# Lawn fertilizer clearance at Walmart



## rhollow1 (Jun 28, 2018)

Posted this in the warm season lawn section, but maybe I can help some of you cool season lawns out.

I was at my local Walmart here in socal and they had all there fertilizers on clearance.

I got 14lbs bags of 29-0-4 for $3.


----------



## Budstl (Apr 19, 2017)

:thumbup: thanks


----------



## g-man (Jun 15, 2017)

AS at Walmart? And $5! Awesome.


----------



## zeus201 (Aug 30, 2017)

Guess a trip to Wallyworld is in order tomorrow.


----------



## ken-n-nancy (Jul 25, 2017)

zeus201 said:


> Guess a trip to Wallyworld is in order tomorrow.


Just wanted to note that Walmart clearance sales are generally specific to individual stores - different stores in my area frequently put different things on clearance at different times, depending upon specific needs of that store for space for new stock, etc.


----------



## jboss10 (Jul 30, 2018)

Is fertilizer, fertilizer? Does it matter that it's the 'Expert Gardener' branding? All the same quality across brands?


----------



## Lawn_newbie (Jun 19, 2018)

jboss10 said:


> Is fertilizer, fertilizer? Does it matter that it's the 'Expert Gardener' branding? All the same quality across brands?


How the plant uses the NPK will be the same. What will differ, based on brand on price, is the consistency of the prill.


----------



## Green (Dec 24, 2017)

jboss10 said:


> Is fertilizer, fertilizer?

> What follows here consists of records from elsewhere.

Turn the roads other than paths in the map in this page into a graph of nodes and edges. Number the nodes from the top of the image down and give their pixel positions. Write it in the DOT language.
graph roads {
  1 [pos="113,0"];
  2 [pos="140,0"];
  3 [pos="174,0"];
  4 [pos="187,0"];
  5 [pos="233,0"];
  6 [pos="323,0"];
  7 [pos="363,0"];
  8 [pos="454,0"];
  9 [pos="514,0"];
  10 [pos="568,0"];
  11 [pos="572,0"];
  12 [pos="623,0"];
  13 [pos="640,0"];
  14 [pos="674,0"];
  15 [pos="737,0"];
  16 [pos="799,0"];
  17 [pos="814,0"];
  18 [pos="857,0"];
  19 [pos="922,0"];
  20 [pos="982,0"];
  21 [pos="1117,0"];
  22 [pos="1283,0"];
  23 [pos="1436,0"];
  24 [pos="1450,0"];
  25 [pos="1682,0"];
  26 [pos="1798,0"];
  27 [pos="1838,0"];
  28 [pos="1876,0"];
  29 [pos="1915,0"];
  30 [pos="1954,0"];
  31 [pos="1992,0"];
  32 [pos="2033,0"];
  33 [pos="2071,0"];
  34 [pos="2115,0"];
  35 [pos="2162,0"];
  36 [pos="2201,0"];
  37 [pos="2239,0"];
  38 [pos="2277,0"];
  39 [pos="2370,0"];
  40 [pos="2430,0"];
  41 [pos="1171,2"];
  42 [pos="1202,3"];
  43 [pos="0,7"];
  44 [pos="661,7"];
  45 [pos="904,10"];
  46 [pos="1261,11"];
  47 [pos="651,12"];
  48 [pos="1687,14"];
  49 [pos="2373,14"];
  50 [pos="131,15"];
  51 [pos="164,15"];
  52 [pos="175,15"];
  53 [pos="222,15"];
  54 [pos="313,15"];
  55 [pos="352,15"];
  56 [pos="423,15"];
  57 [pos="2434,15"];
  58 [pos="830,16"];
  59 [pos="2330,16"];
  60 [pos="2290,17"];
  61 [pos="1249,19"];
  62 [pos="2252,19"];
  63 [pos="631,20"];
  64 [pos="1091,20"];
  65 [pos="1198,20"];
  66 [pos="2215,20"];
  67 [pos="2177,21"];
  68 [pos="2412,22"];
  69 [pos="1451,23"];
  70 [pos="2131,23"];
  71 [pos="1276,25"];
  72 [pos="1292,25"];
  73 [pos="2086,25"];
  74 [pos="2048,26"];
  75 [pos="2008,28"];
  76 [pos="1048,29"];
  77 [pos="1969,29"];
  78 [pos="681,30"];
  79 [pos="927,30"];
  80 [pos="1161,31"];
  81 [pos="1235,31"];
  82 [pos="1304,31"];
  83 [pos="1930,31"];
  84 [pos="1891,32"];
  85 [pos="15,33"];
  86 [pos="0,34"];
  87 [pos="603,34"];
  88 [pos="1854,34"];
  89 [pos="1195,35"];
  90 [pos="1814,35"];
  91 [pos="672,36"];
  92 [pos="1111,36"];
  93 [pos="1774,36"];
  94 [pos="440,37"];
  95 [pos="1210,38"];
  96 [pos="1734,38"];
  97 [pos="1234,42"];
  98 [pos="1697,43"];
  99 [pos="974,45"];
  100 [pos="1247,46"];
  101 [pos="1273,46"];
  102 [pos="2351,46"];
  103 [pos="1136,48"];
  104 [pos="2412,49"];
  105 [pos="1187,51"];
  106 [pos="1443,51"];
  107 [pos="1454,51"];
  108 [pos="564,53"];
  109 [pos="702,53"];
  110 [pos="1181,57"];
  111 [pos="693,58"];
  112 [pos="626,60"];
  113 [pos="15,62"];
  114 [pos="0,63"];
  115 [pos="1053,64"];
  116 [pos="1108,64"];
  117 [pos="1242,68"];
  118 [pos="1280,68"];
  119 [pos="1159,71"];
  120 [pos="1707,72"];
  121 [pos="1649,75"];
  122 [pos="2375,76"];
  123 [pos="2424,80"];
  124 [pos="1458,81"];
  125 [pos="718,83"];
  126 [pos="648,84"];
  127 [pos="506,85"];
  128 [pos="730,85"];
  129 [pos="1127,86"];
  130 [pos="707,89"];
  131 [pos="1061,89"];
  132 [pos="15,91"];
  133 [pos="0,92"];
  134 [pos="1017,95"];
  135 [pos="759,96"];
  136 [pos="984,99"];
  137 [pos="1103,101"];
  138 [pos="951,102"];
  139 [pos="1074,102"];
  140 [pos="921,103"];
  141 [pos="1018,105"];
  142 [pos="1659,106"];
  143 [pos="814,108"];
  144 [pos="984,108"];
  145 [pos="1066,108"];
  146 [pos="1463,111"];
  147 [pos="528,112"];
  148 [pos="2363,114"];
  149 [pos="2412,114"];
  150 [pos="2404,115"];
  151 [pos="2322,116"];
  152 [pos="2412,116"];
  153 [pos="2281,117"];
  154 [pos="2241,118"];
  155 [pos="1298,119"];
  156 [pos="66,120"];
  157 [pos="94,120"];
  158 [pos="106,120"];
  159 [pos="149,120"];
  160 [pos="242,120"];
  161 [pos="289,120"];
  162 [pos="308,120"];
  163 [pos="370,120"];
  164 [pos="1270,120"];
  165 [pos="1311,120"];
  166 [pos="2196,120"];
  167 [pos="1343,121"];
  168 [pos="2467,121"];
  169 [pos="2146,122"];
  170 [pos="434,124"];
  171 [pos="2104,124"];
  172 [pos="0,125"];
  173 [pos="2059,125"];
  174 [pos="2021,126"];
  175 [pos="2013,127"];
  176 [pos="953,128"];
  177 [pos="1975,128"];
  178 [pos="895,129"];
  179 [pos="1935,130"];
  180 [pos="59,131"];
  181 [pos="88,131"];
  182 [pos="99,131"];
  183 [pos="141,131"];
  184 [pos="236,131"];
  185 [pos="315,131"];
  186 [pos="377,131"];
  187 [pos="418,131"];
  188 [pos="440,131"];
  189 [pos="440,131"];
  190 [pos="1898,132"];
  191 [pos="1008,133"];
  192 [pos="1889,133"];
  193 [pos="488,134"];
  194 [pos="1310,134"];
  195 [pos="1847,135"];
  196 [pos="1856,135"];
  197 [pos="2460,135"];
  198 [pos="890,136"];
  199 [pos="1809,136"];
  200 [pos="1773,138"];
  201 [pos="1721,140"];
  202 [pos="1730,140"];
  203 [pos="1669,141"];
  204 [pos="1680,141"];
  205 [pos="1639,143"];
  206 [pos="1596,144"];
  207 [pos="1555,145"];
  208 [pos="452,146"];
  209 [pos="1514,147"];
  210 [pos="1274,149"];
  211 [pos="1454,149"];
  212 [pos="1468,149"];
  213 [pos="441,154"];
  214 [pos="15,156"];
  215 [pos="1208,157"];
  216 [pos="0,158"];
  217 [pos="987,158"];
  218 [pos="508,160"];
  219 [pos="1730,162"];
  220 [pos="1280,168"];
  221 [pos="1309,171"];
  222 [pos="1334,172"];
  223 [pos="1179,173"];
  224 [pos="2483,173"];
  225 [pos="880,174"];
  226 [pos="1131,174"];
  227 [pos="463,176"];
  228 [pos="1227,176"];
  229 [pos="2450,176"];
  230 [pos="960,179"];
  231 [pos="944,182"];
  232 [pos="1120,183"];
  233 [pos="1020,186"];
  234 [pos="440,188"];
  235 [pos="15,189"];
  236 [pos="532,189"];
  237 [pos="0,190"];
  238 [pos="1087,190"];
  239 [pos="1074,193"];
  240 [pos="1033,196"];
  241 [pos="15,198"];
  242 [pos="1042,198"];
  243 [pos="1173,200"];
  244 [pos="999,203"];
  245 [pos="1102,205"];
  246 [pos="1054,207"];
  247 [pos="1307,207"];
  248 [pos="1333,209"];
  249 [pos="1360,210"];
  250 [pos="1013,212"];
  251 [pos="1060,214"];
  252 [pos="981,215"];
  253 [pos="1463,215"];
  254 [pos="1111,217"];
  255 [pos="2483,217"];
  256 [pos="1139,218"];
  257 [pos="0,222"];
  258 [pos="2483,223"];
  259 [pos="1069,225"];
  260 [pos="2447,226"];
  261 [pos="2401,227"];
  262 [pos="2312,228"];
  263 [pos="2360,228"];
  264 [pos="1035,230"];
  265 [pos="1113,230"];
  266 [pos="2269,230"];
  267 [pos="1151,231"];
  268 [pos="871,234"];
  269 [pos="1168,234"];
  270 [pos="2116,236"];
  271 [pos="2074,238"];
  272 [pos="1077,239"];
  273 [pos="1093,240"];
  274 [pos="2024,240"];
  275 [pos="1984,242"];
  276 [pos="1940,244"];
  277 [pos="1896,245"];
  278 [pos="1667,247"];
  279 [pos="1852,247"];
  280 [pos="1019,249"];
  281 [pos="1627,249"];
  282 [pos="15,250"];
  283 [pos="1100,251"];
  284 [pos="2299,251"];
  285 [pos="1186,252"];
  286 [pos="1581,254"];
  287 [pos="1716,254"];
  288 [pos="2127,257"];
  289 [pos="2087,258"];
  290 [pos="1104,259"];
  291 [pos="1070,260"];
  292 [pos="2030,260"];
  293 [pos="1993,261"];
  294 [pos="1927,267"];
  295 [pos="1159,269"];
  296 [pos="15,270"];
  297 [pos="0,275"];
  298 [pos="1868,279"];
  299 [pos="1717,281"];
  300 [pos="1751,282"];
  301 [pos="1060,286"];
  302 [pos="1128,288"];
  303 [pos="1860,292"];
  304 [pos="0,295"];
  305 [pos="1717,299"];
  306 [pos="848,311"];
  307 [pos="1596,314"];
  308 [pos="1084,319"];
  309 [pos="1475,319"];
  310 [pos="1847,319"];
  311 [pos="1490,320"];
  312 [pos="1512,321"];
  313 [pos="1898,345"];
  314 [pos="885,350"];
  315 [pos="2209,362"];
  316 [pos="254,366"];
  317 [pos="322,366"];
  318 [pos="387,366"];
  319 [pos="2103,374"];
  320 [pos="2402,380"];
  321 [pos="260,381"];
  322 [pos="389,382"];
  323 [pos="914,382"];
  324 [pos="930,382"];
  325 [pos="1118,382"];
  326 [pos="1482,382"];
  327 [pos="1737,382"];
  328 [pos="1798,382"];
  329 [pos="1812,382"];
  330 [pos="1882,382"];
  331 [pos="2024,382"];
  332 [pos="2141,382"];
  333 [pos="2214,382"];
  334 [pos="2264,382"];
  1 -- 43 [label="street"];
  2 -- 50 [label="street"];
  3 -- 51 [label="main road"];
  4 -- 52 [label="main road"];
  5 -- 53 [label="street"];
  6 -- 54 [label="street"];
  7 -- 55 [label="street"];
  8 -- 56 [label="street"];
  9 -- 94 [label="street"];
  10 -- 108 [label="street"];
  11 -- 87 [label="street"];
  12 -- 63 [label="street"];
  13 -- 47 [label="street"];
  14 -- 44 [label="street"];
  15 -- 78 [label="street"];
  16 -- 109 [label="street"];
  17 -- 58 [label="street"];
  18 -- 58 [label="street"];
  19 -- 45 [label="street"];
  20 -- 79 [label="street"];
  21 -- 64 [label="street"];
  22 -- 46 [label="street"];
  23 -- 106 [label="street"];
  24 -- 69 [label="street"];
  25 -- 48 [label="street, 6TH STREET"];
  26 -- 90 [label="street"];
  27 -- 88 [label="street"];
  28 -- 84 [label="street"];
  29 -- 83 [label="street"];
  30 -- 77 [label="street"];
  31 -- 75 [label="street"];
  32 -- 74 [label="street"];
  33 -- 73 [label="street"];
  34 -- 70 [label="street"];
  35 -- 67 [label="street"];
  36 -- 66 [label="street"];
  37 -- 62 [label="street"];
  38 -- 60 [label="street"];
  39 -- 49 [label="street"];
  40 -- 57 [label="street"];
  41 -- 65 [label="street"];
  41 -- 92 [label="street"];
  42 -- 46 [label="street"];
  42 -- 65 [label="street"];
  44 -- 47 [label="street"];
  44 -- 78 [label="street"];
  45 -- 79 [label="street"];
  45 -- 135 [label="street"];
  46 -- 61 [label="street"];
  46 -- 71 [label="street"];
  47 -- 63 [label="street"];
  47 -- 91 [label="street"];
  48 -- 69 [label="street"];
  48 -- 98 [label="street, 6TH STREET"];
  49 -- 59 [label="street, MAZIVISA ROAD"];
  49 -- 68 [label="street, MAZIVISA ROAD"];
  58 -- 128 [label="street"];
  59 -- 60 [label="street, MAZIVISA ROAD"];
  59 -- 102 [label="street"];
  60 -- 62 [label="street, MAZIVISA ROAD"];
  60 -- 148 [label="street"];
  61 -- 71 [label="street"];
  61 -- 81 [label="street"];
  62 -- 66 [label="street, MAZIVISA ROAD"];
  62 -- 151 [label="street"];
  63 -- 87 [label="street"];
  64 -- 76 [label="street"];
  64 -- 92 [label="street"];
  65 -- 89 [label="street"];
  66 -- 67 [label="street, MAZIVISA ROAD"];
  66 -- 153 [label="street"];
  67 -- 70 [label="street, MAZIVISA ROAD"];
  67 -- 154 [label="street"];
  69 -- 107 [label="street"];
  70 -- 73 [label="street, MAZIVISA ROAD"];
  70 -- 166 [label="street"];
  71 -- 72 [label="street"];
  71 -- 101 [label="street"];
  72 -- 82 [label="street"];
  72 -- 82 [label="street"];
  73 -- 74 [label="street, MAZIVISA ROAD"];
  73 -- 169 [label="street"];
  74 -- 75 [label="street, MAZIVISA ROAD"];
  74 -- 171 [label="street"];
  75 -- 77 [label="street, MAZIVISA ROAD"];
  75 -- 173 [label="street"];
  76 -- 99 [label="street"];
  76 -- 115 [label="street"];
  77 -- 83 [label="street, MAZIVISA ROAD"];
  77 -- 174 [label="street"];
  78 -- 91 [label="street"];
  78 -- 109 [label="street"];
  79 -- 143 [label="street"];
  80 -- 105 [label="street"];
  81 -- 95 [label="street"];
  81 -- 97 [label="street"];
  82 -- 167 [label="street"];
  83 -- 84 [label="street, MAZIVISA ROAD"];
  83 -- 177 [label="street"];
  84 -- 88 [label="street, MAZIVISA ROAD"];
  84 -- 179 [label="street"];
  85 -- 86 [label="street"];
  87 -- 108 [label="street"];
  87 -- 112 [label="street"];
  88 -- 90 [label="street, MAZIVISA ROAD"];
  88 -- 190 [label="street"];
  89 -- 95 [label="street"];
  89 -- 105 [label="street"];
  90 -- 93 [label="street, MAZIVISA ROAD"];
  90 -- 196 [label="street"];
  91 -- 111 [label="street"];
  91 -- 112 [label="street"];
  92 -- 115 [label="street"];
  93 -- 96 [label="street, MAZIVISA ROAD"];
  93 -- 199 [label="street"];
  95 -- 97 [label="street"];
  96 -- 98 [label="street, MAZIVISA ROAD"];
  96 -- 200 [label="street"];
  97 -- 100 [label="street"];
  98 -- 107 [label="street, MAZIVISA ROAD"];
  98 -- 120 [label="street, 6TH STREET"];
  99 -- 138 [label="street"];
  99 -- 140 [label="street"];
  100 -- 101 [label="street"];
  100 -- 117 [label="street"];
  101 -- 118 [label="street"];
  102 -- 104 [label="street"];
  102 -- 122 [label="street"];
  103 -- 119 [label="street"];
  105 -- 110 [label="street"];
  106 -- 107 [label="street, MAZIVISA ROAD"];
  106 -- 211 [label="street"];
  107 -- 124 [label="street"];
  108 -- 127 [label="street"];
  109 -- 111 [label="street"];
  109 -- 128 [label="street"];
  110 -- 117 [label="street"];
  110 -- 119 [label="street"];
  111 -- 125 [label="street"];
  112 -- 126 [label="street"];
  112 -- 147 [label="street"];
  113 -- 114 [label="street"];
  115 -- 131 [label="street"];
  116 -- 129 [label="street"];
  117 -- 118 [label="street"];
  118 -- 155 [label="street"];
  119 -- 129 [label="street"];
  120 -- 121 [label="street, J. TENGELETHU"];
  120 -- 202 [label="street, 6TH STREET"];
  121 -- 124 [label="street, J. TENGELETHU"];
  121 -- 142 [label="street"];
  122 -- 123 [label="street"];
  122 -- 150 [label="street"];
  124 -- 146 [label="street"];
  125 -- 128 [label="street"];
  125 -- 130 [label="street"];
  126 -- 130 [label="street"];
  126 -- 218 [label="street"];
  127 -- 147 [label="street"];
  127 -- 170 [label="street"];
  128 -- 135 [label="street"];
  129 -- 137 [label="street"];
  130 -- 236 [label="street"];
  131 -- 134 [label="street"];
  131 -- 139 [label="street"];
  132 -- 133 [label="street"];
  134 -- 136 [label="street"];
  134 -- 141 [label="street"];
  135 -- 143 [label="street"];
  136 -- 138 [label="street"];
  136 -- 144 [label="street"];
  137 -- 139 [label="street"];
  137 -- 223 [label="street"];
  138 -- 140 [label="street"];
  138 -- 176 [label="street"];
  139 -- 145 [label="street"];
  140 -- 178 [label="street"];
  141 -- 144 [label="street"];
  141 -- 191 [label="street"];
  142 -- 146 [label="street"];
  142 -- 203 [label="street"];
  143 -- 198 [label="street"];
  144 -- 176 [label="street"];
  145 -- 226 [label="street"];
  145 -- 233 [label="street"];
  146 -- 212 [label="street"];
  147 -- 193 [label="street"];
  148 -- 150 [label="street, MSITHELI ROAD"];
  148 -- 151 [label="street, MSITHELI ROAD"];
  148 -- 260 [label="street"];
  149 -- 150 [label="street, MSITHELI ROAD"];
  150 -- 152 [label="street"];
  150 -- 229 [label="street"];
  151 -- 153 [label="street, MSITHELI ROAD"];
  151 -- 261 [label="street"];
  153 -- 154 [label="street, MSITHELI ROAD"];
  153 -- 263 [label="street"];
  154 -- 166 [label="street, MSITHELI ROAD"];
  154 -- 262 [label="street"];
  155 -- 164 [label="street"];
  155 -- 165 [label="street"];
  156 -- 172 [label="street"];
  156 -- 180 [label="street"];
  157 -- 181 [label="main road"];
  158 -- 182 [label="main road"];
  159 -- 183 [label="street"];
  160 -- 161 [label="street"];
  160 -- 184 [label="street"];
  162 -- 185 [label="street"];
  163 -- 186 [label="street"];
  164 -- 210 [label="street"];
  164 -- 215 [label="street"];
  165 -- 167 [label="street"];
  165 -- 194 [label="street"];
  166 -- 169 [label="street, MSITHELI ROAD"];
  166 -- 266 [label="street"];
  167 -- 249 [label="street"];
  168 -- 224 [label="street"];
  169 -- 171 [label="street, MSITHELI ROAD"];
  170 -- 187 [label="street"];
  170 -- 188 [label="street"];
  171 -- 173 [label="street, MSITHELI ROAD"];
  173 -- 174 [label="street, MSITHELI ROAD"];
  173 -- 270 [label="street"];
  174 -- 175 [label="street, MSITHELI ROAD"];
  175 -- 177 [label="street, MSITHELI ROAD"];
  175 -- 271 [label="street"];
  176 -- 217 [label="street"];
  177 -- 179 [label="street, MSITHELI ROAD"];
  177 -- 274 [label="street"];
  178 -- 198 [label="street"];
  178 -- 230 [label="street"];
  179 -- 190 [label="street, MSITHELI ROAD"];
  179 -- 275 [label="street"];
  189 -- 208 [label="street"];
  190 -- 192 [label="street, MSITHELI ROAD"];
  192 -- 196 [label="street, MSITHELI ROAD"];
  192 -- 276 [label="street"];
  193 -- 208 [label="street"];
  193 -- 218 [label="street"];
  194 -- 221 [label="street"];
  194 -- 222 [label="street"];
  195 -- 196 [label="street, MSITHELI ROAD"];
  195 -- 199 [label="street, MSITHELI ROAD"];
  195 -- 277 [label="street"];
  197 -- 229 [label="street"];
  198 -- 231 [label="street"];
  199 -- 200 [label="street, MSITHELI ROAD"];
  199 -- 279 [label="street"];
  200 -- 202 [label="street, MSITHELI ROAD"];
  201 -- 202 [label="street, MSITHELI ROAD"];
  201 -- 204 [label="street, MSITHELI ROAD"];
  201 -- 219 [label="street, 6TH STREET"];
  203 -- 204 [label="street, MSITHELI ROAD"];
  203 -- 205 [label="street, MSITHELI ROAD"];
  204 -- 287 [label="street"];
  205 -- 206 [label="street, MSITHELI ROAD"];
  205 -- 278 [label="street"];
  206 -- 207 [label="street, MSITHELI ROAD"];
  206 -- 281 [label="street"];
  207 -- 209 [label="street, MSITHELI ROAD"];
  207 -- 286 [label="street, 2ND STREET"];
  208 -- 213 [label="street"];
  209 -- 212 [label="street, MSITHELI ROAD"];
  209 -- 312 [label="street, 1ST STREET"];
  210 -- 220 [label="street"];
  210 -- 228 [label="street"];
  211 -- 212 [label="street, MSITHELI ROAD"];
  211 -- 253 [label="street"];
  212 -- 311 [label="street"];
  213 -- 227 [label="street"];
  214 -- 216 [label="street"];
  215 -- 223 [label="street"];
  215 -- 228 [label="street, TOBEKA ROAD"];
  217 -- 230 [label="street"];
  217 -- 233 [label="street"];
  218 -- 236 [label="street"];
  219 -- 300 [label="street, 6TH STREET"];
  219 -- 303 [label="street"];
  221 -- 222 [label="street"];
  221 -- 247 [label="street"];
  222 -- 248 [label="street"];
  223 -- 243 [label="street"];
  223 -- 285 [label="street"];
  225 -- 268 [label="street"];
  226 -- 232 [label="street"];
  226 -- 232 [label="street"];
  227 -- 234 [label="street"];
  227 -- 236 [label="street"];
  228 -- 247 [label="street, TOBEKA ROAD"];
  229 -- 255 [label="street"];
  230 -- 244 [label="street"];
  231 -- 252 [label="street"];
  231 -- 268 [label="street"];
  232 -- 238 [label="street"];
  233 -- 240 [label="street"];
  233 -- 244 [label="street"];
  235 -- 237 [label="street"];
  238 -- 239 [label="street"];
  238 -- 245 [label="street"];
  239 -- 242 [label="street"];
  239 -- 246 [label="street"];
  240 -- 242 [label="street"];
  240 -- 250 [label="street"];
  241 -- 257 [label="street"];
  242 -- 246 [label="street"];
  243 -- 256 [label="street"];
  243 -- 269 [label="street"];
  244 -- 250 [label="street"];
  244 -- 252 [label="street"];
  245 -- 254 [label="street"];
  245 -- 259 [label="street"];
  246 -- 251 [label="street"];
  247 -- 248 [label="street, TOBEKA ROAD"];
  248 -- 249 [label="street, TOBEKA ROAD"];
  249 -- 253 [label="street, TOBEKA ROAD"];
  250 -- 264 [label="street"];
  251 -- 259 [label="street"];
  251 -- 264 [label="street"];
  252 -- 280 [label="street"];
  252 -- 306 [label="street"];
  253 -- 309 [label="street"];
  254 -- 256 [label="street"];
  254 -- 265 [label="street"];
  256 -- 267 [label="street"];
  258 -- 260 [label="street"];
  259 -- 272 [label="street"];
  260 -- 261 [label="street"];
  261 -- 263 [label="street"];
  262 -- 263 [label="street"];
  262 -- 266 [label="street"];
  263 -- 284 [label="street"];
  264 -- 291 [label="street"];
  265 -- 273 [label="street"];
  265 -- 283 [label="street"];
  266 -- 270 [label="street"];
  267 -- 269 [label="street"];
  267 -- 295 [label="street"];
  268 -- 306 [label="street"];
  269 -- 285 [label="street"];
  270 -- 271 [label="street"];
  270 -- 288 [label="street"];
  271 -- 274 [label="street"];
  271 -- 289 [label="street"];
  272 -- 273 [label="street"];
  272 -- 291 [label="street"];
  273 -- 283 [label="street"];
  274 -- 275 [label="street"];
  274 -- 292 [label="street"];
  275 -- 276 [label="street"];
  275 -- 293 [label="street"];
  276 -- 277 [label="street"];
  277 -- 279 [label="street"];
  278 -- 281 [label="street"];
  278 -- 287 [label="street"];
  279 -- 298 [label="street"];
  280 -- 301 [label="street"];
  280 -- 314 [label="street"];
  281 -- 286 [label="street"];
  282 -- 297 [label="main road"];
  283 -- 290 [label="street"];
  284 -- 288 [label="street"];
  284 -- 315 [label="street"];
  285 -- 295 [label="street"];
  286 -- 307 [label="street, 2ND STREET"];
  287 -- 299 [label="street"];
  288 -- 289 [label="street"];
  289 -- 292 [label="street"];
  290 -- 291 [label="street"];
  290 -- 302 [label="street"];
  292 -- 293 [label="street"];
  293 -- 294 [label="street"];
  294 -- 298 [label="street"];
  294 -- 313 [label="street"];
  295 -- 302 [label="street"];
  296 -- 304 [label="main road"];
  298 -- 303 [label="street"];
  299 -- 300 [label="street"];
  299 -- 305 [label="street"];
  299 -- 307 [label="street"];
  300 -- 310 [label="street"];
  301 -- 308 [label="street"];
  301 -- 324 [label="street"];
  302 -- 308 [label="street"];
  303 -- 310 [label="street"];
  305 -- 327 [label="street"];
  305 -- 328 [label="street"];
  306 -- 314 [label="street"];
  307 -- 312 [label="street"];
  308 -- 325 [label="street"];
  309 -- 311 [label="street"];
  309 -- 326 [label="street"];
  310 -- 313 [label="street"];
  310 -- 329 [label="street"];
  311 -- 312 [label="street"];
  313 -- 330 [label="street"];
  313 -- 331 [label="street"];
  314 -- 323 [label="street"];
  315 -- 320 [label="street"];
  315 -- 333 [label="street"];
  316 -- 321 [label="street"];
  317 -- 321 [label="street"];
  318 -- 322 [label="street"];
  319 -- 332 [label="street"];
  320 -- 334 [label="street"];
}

Does it matter that it's the 'Expert Gardener' branding? All the same quality across brands?


Look at the ingredients. I have it, so I can. This stuff is mostly urea, some coated slow release urea, and a touch of potassium chloride.

Compared to Scotts 32-0-4 Turfbuilder, the main difference is a tiny bit less N, a different K source, a different type of slow release N, and a different granule size.

I use both.


----------



## outdoorsmen (Jul 23, 2018)

My store is not clearenced down yet.


----------